Re: overstocked office tank syndrome... Puffer teeth trimming  03/11/09
Hello saviors,
<Lady Marian>
I have attached some pics of the Sharpnose Toby/puffer, the eel (I
believe now he's a spotted moray...and somewhat blind??),
<Does happen at times>
and my tank in general. I think it may be smaller than what I was told!
<Mmm, a rough estimate of volume can be had by measuring the inside/outside dimensions (in inches), multiplying the length, width, height and dividing
by 231 (the number of cubic inches approximately to a gallon)>
Maybe some advice here on removing some of the rock, and also this kid who was doing water changes put a bunch of plastic crap in there too (all the colorful decor).
<Sells... Can be removed the same way it was all put in...>
As for my overgrown toothy puffer/Toby, I asked the people at my fish store (again, I don't trust them farther than I can throw em...) and of course they have no idea about puffer dentistry.

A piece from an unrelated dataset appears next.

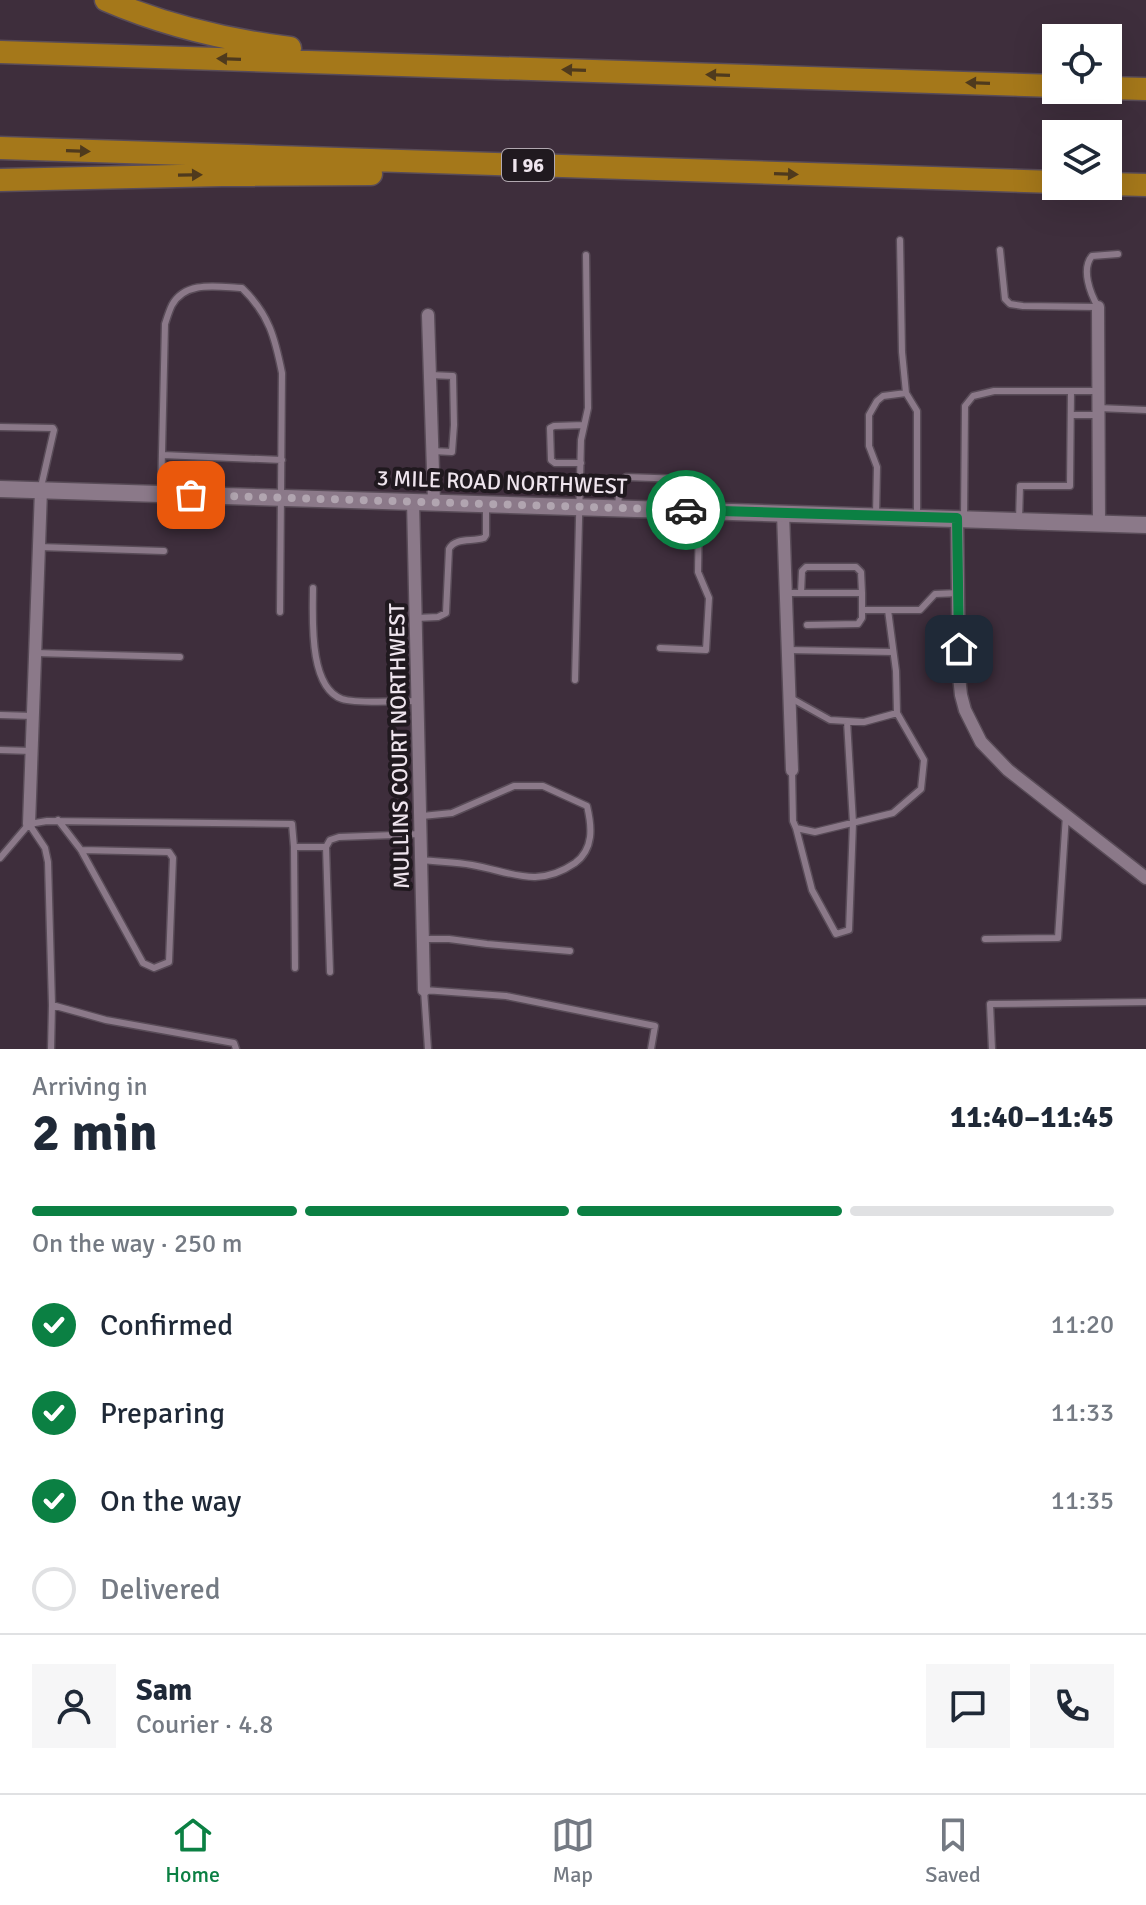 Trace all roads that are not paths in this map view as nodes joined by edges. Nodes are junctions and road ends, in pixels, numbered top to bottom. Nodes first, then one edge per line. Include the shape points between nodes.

<Did you read the citation on our site? Oh, I see this below>
They suggested I just hold the puffer and file the teeth,
<Mmm, I'd use a power tool (Dremel or equivalent)... and have a friend's help holding the fish...>
as sedation would be too traumatic. Well apparently having someone hold the little guy was enough trauma and he immediately began to puff (and he has NEVER done this, that I've ever seen in the almost 9mos-1 year that we've had him). I immediately let him go and he deflated right away. (And the fish store guy said it was ok to have him puff, as it makes him "easier to hold'!) So, I followed the instructions with the clove oil, and he did not puff once. I was terrified, however, and only trimmed off a little bit. As you can see by the before and after pics (the before is the close-up, after is the head on pic...kinda fuzzy but you can see the new space between the top n bottom jaw), there is a little gap now, and as soon as he came to he was just nonstop opening and closing his little mouth, almost seeming to enjoy the freedom of movement. Although he was still able to eat before I trimmed him, he definitely didn't have the ability to open and shut his mouth like he does now.
I may have to trim more, but I'm hoping I got it enough to where a crunchy food diet will help him do it on his own.
I was NOT a fan of having to sedate or handle him!!!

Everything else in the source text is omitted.